The One Hour Romeo and Juliet:
As well as publishing the Modern First Folio Edition (MFFE) of Shakespeare’s plays, we also publish One Hour versions of the plays.
These One Hour versions aim to provide an overview of the plot of a Shakespeare play and tell the main story. We hope that the ‘One Hour’ edition will be complementary to the MFFE version of the play.
The aim is to make Shakespeare’s plays more accessible. For people unfamiliar with the plays (pupils, students, drama groups, U3A), the overview of the plot that the One Hour versions provides allows the group to get to grips with the plot and it then becomes easier to explore the MFFE version of the play.
Both MFFE and One Hour versions of the plays have the same features (cue scripts, cast lists, highlight text, etc) so that the two versions can be explored in the same way, through play-reading.

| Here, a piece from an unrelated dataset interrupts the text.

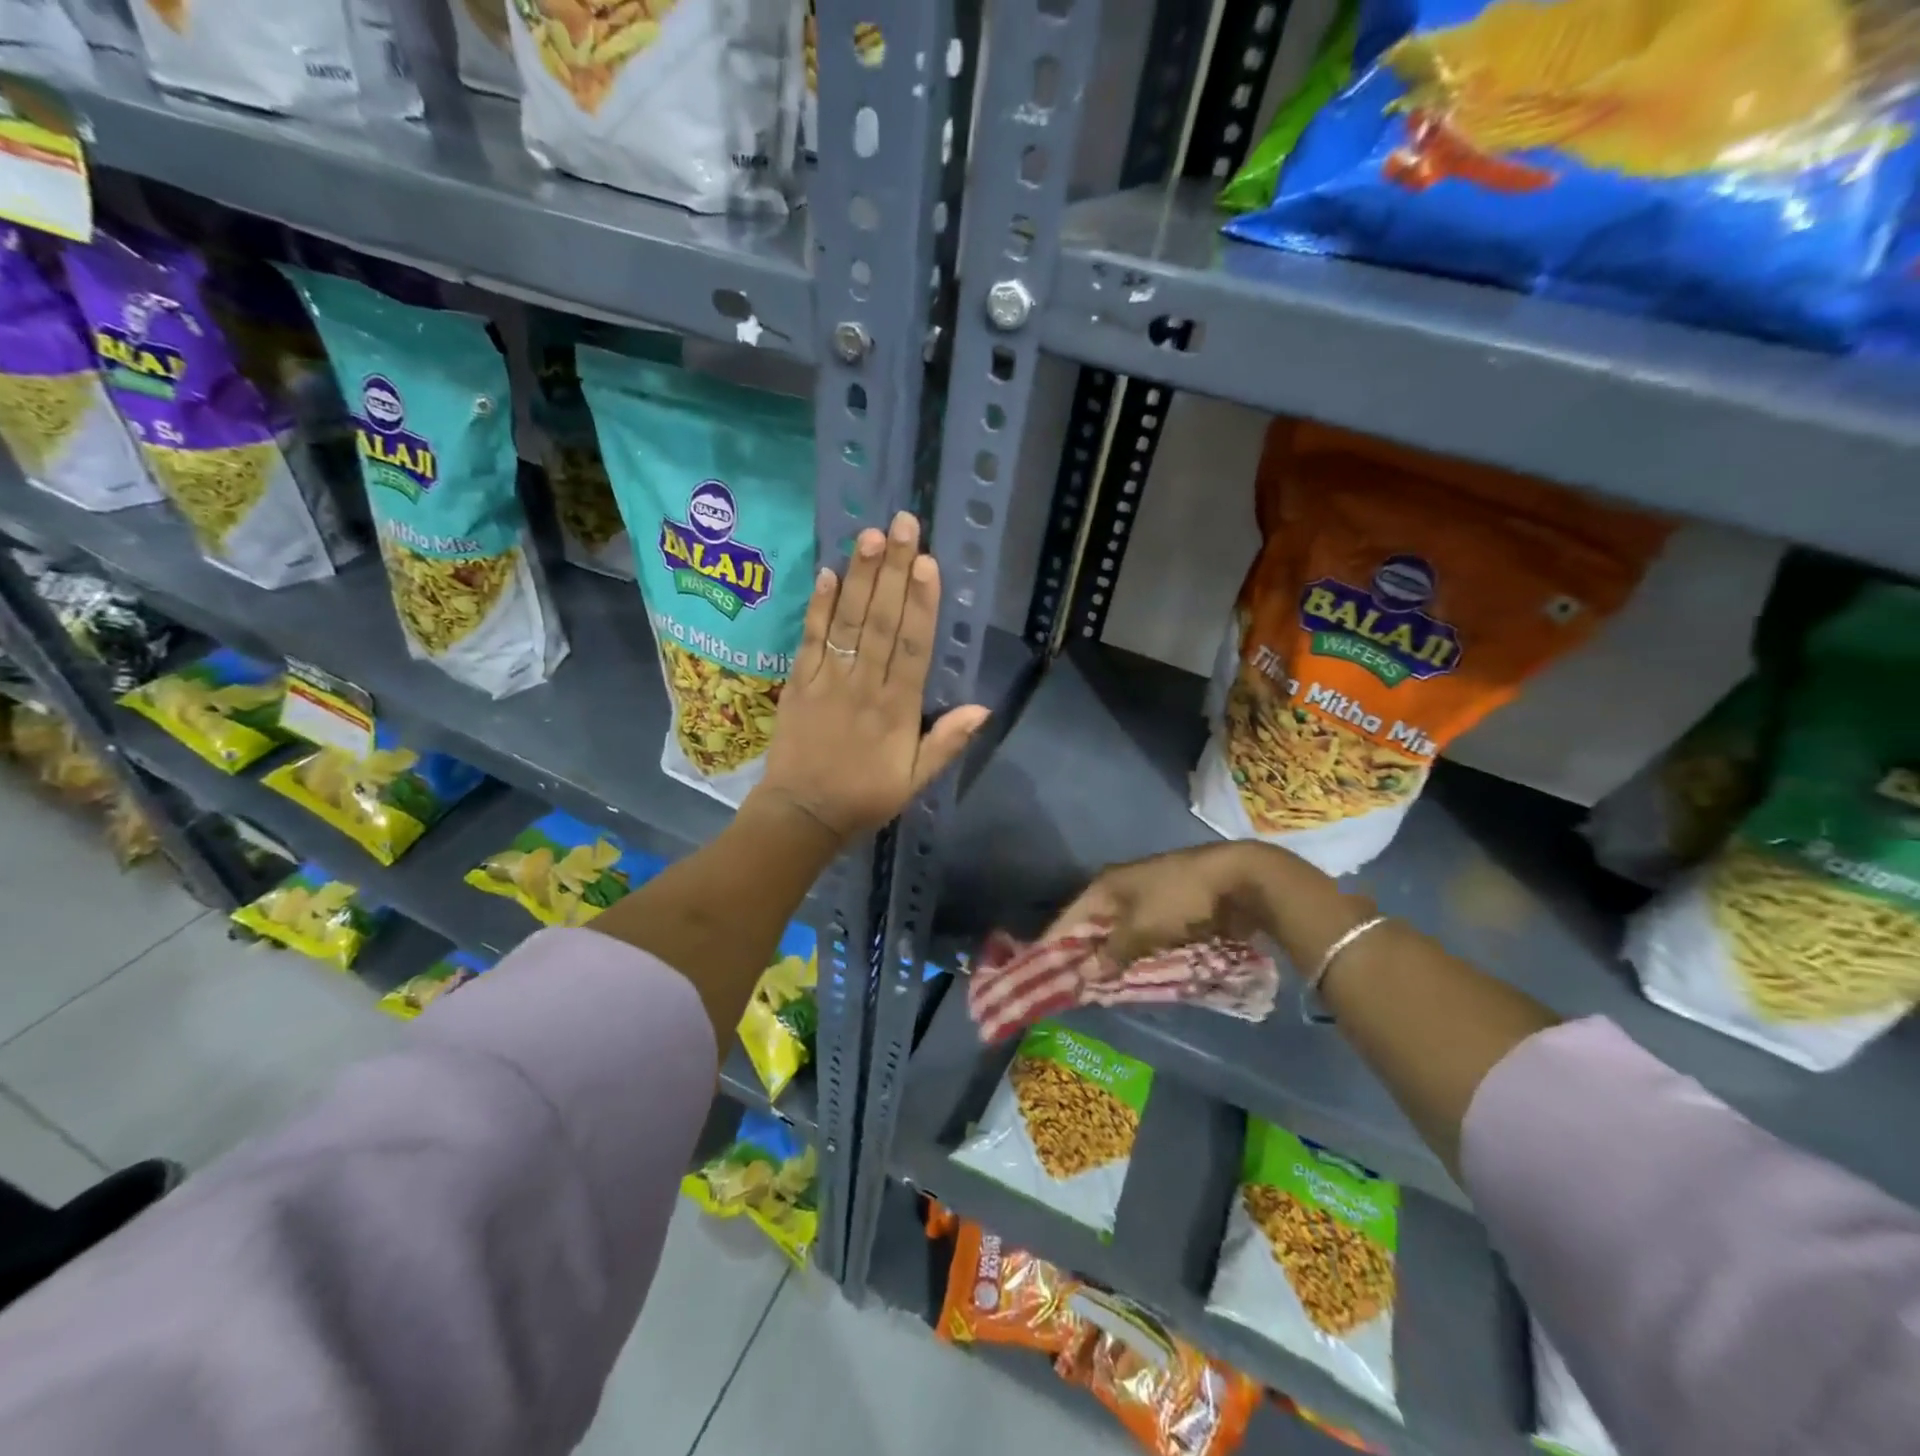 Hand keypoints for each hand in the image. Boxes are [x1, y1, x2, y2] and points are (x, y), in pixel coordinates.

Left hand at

The One Hour Romeo and Juliet is particularly suited to play-reading by 8 players. We provide cast lists for 6 to 8 people so that, if even a couple of players don’t show up, the group can still run a play-reading. A smaller number of players (2 – 5) can still read the play, using our round-robin casting. So groups from 2 to 8 can play-read One Hour Romeo and Juliet.
The One Hour version of the play can also be performed. Many of the One Hour scripts we plan to publish were originally adapted by Aileen Gonsalves to provide a script for “Lunch-time Shakespeare in a pub in London” productions.

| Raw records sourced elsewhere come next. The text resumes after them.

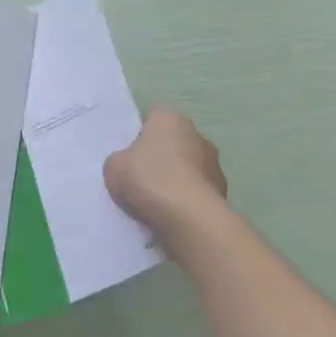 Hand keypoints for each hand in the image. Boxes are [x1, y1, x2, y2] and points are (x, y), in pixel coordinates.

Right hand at [104, 110, 227, 240]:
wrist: (189, 217)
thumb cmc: (149, 180)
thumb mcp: (114, 167)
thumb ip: (119, 160)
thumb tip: (129, 165)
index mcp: (168, 119)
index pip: (150, 120)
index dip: (137, 138)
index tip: (128, 158)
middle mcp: (195, 134)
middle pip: (171, 143)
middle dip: (159, 159)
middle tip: (140, 181)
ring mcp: (213, 162)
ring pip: (187, 168)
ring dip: (176, 180)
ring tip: (157, 203)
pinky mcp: (222, 189)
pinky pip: (196, 191)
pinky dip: (187, 199)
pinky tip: (173, 215) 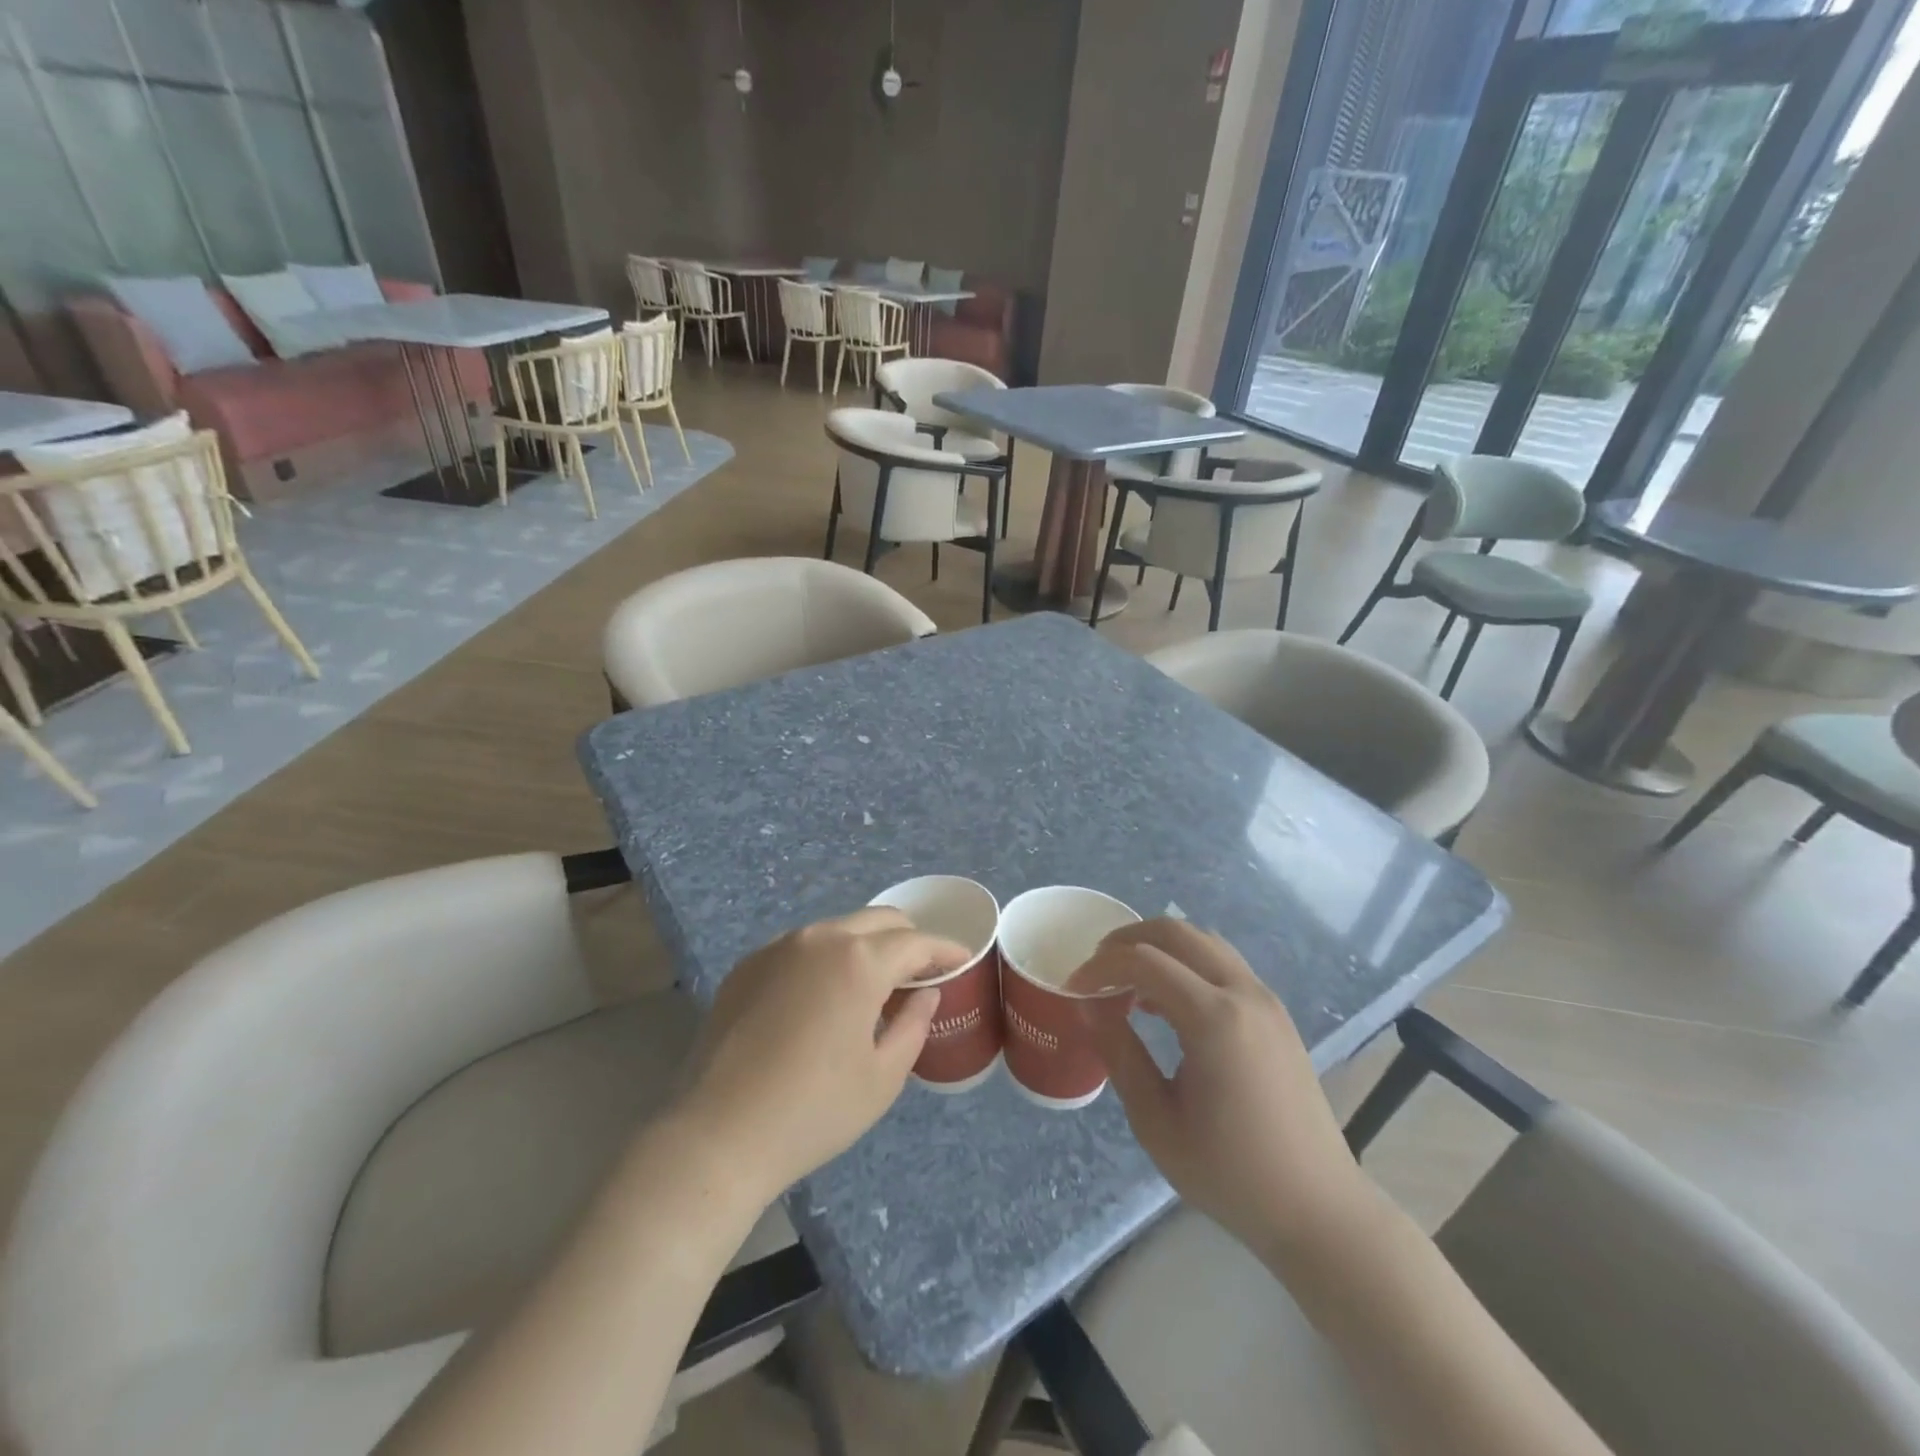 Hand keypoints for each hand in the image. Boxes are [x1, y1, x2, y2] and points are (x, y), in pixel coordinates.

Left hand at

We hope that a group may start to explore the One Hour version, become familiar with the plot, find some scenes particularly interesting, and then explore those scenes in the MFFE edition. Of course the hope is that the group will go on to play-read the whole play. The MFFE edition provides “Let’s Explore”; “Let’s Play”; articles; reviews of productions; etc which can be used to deepen and enrich the group’s experience of the play.

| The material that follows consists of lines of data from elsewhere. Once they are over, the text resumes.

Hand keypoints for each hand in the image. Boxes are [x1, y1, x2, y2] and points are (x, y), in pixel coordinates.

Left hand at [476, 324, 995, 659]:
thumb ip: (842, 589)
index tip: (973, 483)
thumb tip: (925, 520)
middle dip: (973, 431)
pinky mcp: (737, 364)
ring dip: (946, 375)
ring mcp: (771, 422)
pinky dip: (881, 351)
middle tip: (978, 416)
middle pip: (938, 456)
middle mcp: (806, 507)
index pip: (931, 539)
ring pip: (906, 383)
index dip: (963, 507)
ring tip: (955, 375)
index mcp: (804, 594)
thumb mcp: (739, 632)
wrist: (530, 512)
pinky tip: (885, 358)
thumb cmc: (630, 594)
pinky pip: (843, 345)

Cutting a 3-hour play to 1-hour version means that a lot has to go. Aileeen Gonsalves, the RSC director who developed this version of Romeo and Juliet, has focused on preserving the core story of Romeo’ and Juliet’s tragic love story. But much has to be cut to get a 3-hour play down to 1 hour. Consider for yourself what you feel has gone in these cut versions and what you would want to keep in and why. The full Modern First Folio version is just a click away, once the group has got a clear view of the plot of the play.
What we hope to do is bring a new audience to the richness of Shakespeare’s plays by providing them with an easy entry-point which then provides an Overview of the play and the audience can then go on to explore the richness of the full version of the play.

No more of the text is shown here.